Content starts
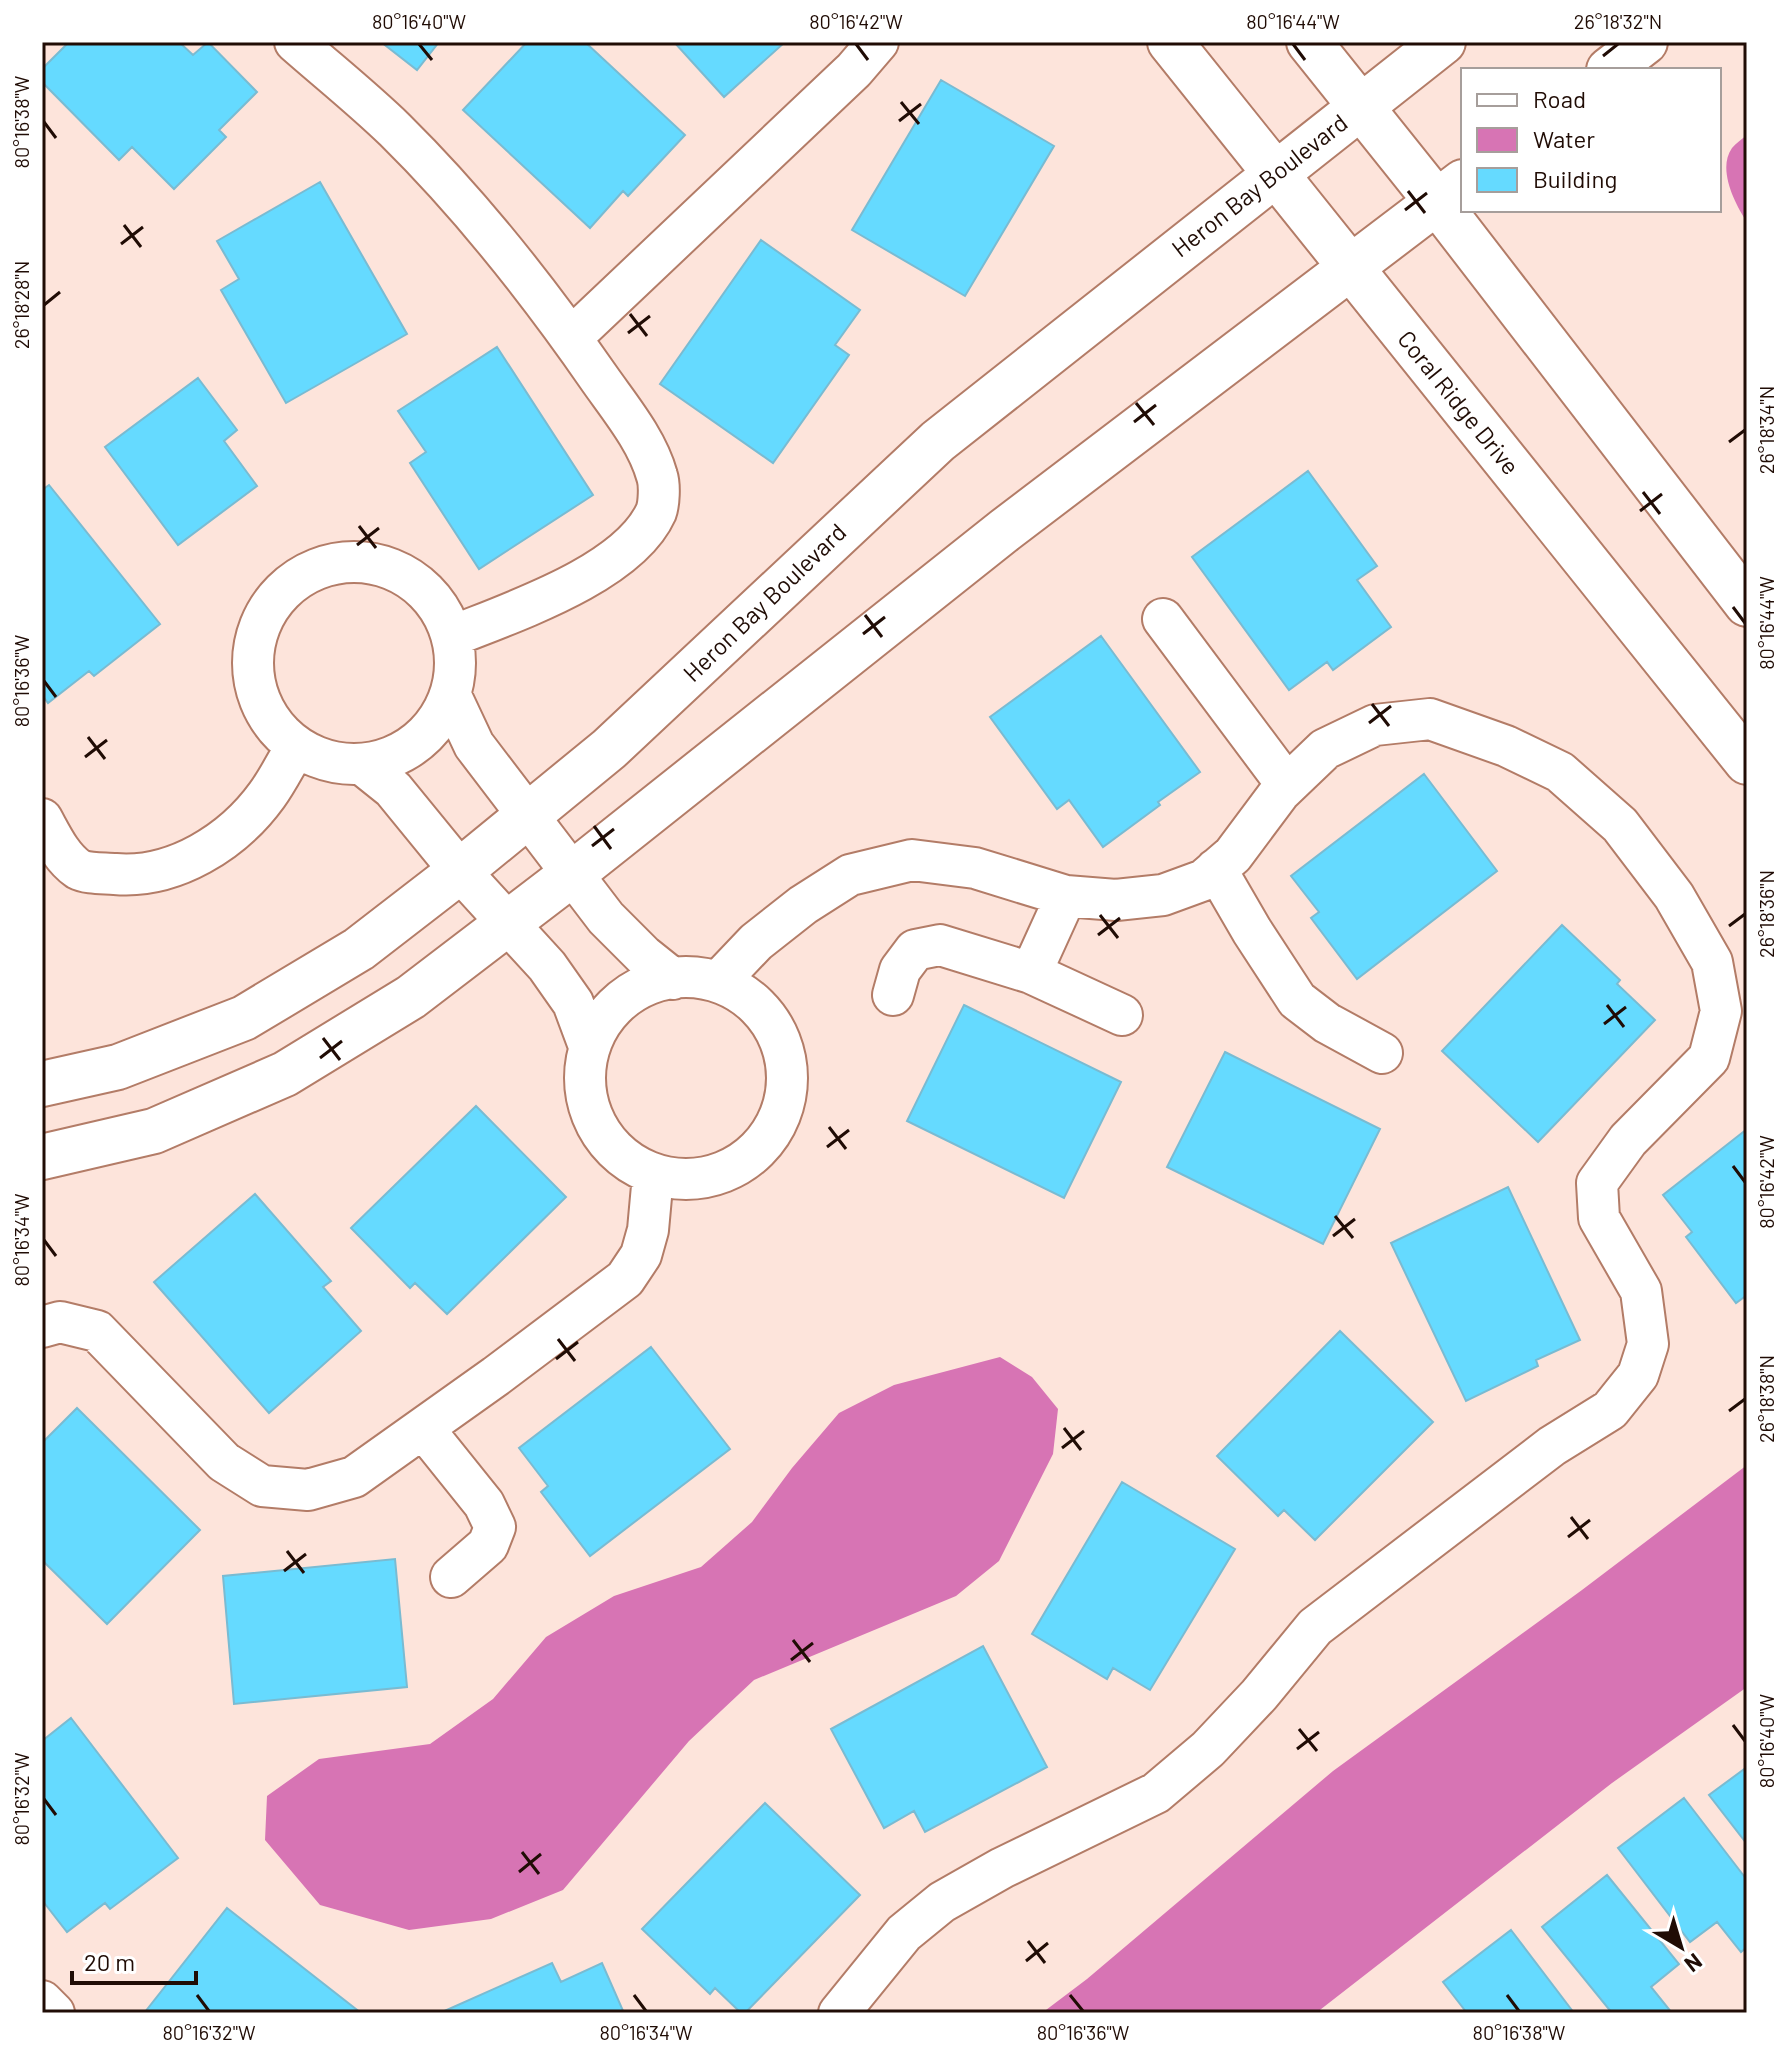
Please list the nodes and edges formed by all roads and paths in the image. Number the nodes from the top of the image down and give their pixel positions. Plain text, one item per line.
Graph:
1 (295, 42) edge
2 (878, 42) edge
3 (1170, 42) edge
4 (1309, 42) edge
5 (1443, 42) edge
6 (1645, 42) edge
7 (1612, 68) edge
8 (1361, 107) junction
9 (1276, 175) junction
10 (1450, 192) edge
11 (1464, 212) edge
12 (1350, 269) junction
13 (571, 338) junction
14 (1747, 604) edge
15 (1163, 619) dead end
16 (453, 636) junction
17 (451, 696) junction
18 (296, 747) junction
19 (1747, 762) edge
20 (363, 765) junction
21 (1287, 785) junction
22 (527, 816) junction
23 (42, 819) edge
24 (1216, 869) junction
25 (460, 871) junction
26 (572, 874) junction
27 (1066, 896) junction
28 (508, 923) junction
29 (1031, 973) junction
30 (673, 979) junction
31 (718, 982) junction
32 (893, 995) dead end
33 (1122, 1015) dead end
34 (589, 1046) junction
35 (1382, 1053) dead end
36 (42, 1084) edge
37 (42, 1157) edge
38 (653, 1175) junction
39 (42, 1327) edge
40 (423, 1428) junction
41 (451, 1577) dead end
42 (42, 2001) edge
43 (54, 2013) edge
44 (839, 2013) edge

1 - 13 street
2 - 13 street
3 - 9 street, Coral Ridge Drive
4 - 8 street
5 - 8 street, Heron Bay Boulevard
6 - 7 street
8 - 9 street, Heron Bay Boulevard
8 - 10 street
9 - 12 street, Coral Ridge Drive
9 - 22 street, Heron Bay Boulevard
10 - 12 street
11 - 14 street
12 - 19 street, Coral Ridge Drive
12 - 26 street
13 - 16 street
15 - 21 street
16 - 17 street
16 - 18 street
17 - 20 street
17 - 22 street
18 - 20 street
18 - 23 street
20 - 25 street
21 - 24 street
21 - 44 street
22 - 25 street, Heron Bay Boulevard
22 - 26 street
24 - 27 street
24 - 35 street
25 - 28 street
25 - 36 street, Heron Bay Boulevard
26 - 28 street
26 - 30 street
27 - 29 street
27 - 31 street
28 - 34 street
28 - 37 street
29 - 32 street
29 - 33 street
30 - 31 street
30 - 34 street
31 - 38 street
34 - 38 street
38 - 40 street
39 - 40 street
40 - 41 street
42 - 43 street

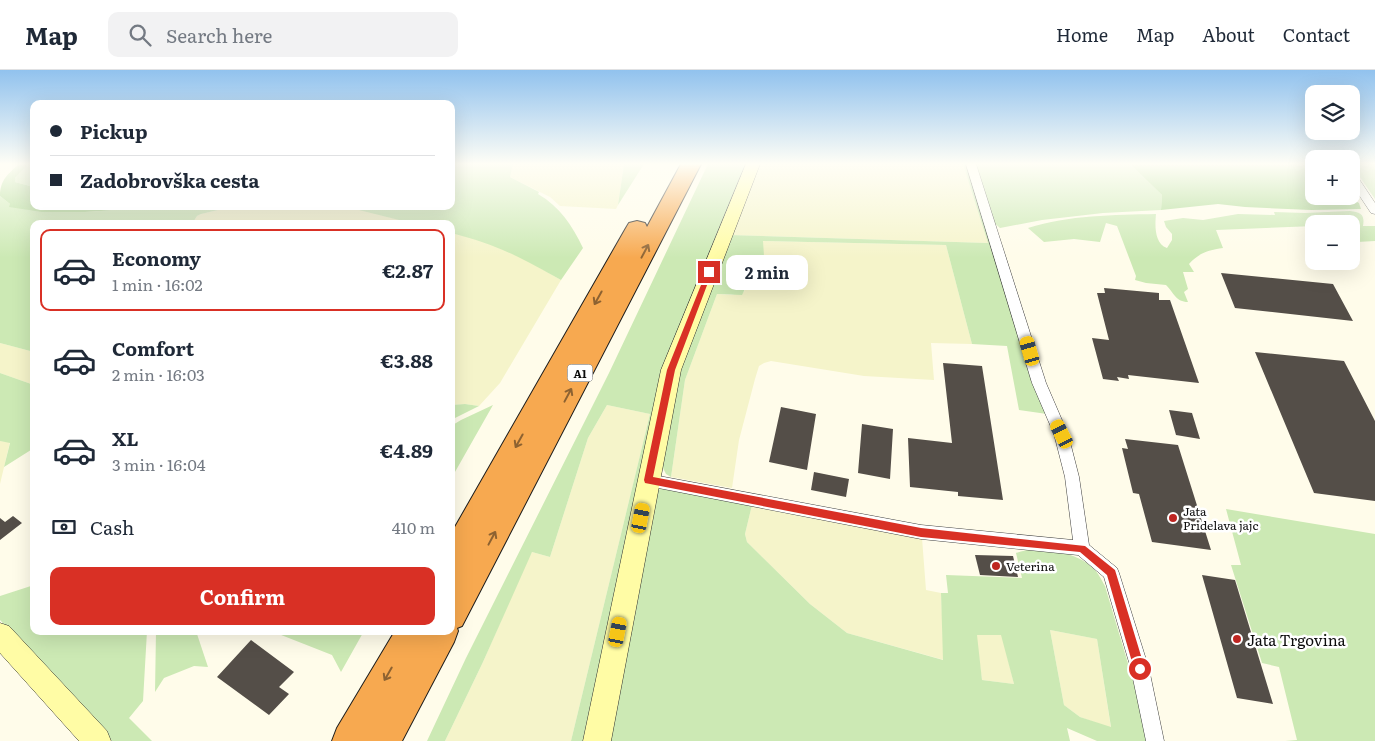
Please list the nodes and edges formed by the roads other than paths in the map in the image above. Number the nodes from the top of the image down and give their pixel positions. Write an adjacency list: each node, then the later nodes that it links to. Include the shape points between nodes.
1 (655, 195): 9 (highway, A1, one-way to 9)
2 (674, 195): 10 (highway, A1, one-way to 2)
3 (739, 195): 7 (main road, via 671,370)
4 (981, 195): 8 (street, via 1039,383 1062,434)
5 (1365, 195): 6 (street)
6 (1375, 211)
7 (648, 480): 8 (street, via 921,532); 17 (main road)
8 (1082, 548): 18 (street, via 1111,573 1140,669)
9 (455, 556)
10 (455, 607)
11 (0, 635): 14 (main road)
12 (411, 635): 15 (highway, one-way to 15)
13 (440, 635): 16 (highway)
14 (97, 741)
15 (350, 741)
16 (384, 741)
17 (597, 741)
18 (1155, 741)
Content ends
_ASSIGNED TASK_
An exact copy of the lines from the one with "Please list the nodes and edges formed by the" to the final line of the entries is all that the answer should hold.

_OUTPUT FOR THIS TASK_
Please list the nodes and edges formed by the roads other than paths in the map in the image above. Number the nodes from the top of the image down and give their pixel positions. Write an adjacency list: each node, then the later nodes that it links to. Include the shape points between nodes.
1 (655, 195): 9 (highway, A1, one-way to 9)
2 (674, 195): 10 (highway, A1, one-way to 2)
3 (739, 195): 7 (main road, via 671,370)
4 (981, 195): 8 (street, via 1039,383 1062,434)
5 (1365, 195): 6 (street)
6 (1375, 211)
7 (648, 480): 8 (street, via 921,532); 17 (main road)
8 (1082, 548): 18 (street, via 1111,573 1140,669)
9 (455, 556)
10 (455, 607)
11 (0, 635): 14 (main road)
12 (411, 635): 15 (highway, one-way to 15)
13 (440, 635): 16 (highway)
14 (97, 741)
15 (350, 741)
16 (384, 741)
17 (597, 741)
18 (1155, 741)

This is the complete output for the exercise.